L'Université Catholique d'Angers is a member of the International Federation of Catholic Universities.

==Notable people==
===Faculty===
- Louis Billot (1846, in Sierck-les-Bains, Moselle – 1931) - Jesuit priest and theologian
- René Bazin (1853, in Angers – 1932) - lawyer and novelist
- Maurice Couette (1858, Tours – 1943, Angers) - physicist known for his studies of fluidity
- Pierre Fauvel (1866, in Cherbourg – 1958, in Angers) - zoologist, who specialised in the study of polychaetes
- Maurice de la Taille (1872-1933) - Catholic priest whose writings influenced the Liturgical Movement
- Fernand Charron (1884, in Châteaubriant - 1965) - physician
- Robert Corillion (1908, in Hanvec-1997) - botanist
- René Laurentin (1917-2017) - theologian
- Germain Marc'hadour (1921, in Langonnet – 2022) - Catholic priest, professor of English, founder of the journal Moreana
- Janine Brouard (born 1941, in Clohars-Carnoët) - sociologist and ethnologist
- Pierre Grandet - (born 1954) - egyptologist
- Fred Poché (born 1960) - philosopher
- Joseph Gelfer (born 1974, in Southampton) - British researcher; specialist in masculinity
- Constantin Xypas (born 1947, in Cairo) - education

===Alumni===
- Alexis-Armand Charost (1860 – 1930) - cardinal of the Roman Catholic Church, Archbishop of Rennes
- Léon Gry (born 1879, in Rennes - 1952) - theologian
- Louis-Marie Billé (1938, in Fleury-les-Aubrais -2002) - Archbishop of Lyon, President of the French Council of Bishops
- Léon Jozeau-Marigné (born 1909, in Angers - 2003) - politician
- Paul Poupard (born 1930, in Bouzillé, Maine-et-Loire) - Cardinal of the Catholic Church
- Joël Mercier (born 1945, in Chaudefonds-sur-Layon) - prelate of the Roman Catholic Church
- Nora Barry Fischer (born 1951, in Homestead, Pennsylvania) - Senior United States District Judge
- Dominique-Marie David (born 1963) - prelate of the Catholic Church, Archbishop of Monaco
- Susanne Koelbl, class of 1985 at CIDEF, German journalist, lecturer and international correspondent for Der Spiegel, Liberty Award in 2014.

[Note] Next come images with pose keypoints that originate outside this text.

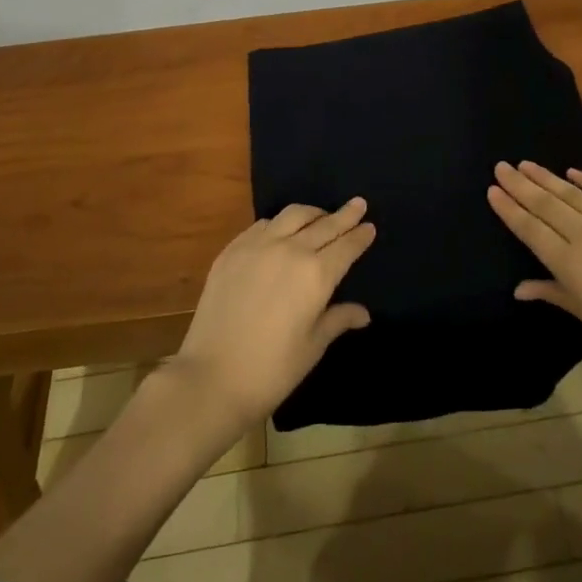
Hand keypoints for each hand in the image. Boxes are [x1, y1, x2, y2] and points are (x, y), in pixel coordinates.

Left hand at [167, 199, 375, 433]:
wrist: (212, 378)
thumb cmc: (272, 370)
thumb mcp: (312, 346)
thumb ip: (338, 319)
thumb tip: (363, 313)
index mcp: (317, 274)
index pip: (346, 246)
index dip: (360, 235)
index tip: (370, 226)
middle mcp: (291, 250)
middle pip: (324, 224)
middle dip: (345, 215)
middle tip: (357, 204)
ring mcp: (258, 246)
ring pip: (293, 215)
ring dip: (313, 213)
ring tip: (321, 215)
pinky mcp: (233, 250)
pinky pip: (263, 225)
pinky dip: (280, 223)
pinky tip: (281, 230)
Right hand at [488, 162, 581, 382]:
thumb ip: (556, 295)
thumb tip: (520, 288)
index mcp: (570, 265)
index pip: (531, 230)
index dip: (510, 209)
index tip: (492, 189)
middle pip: (546, 205)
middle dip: (520, 184)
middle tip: (501, 165)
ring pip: (571, 194)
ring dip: (546, 177)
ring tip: (526, 163)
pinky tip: (570, 172)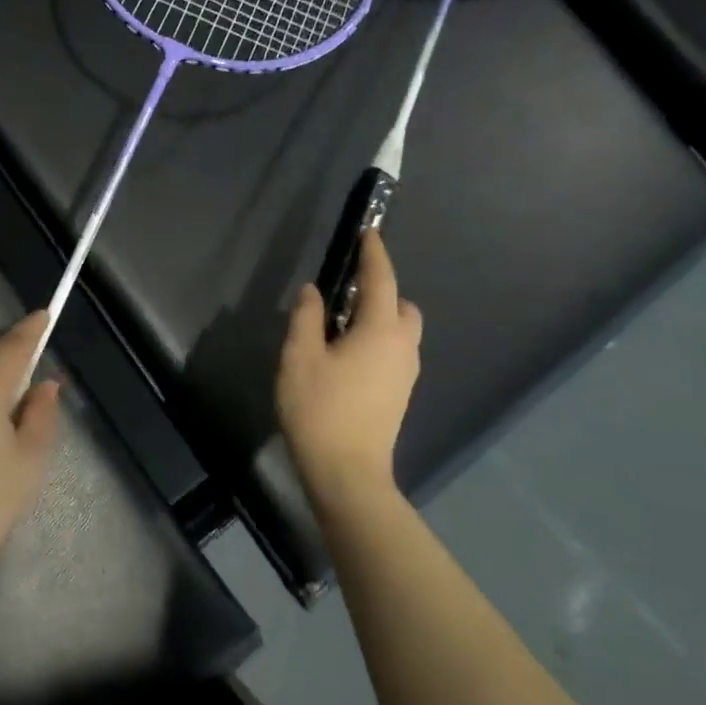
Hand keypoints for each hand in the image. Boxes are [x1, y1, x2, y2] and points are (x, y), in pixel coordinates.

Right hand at [276, 230, 422, 517]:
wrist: (347, 472)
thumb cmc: (319, 410)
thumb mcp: (299, 357)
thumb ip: (307, 318)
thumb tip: (314, 292)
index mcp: (380, 330)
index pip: (381, 280)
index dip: (373, 253)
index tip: (368, 232)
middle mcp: (402, 346)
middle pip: (402, 305)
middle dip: (381, 289)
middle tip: (344, 291)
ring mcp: (406, 373)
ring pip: (402, 330)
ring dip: (379, 317)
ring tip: (340, 326)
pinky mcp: (400, 393)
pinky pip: (395, 351)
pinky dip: (378, 340)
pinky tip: (347, 356)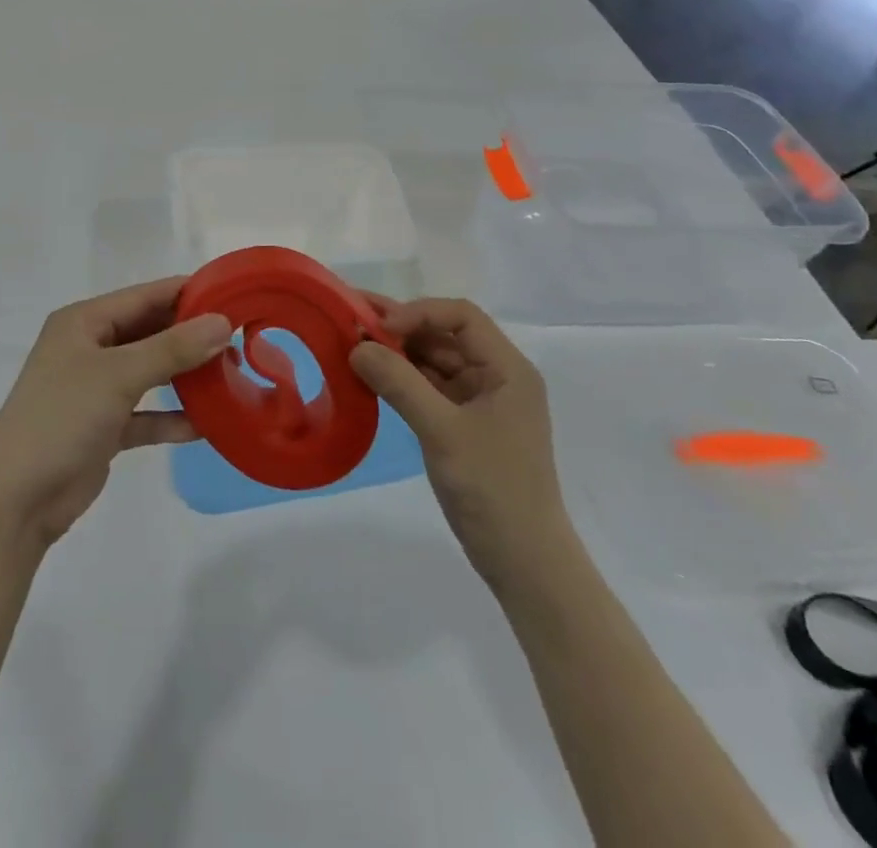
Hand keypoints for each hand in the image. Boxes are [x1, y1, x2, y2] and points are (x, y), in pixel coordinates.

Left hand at [0, 278, 230, 547]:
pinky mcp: (103, 427)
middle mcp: (90, 348)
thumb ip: (172, 348)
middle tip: (240, 339)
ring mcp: (96, 389)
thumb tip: (222, 322)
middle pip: (150, 332)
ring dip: (186, 375)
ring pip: (151, 372)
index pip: (146, 296)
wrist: (14, 501)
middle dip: (192, 336)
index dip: (188, 294)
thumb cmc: (61, 419)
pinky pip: (146, 414)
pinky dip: (171, 418)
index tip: (235, 295)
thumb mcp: (119, 375)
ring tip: (231, 375)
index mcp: (84, 322)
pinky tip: (206, 425)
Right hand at [351, 298, 567, 592]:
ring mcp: (482, 401)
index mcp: (508, 368)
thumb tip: (358, 347)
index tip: (379, 328)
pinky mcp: (466, 424)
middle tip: (351, 317)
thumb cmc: (493, 490)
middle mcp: (497, 376)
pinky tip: (371, 375)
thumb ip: (400, 384)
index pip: (462, 317)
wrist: (524, 563)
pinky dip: (402, 379)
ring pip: (435, 361)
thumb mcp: (442, 432)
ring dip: (398, 352)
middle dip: (401, 327)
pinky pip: (430, 388)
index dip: (419, 313)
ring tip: (353, 342)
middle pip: (446, 335)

- Victoria, Crown Princess of Sweden, class of 1996-1997 at CIDEF, and class of 1997-1998 of UCO.
- Akihiko Nishio, class of 1982 at CIDEF, Vice President, Development Finance at the World Bank.
- Tess Gunty, class of 2012-2013 at CIDEF, Novelist, National Book Award Prize - fiction (2022).
- Boris Pistorius, class of 1983 at CIDEF, Federal Minister of Defense (Germany), previously the Minister of the Interior and Sports of the Land of Lower Saxony and Mayor of Osnabrück.
- Rabbin Moshe Sebbag, class of 2001 at CIDEF, Rabbin de la Grande Synagogue de Paris (rue de la Victoire).
- Patricia Stokes, class of 1977 at CIDEF, Vice President of Strategy and Integration, Bank of America.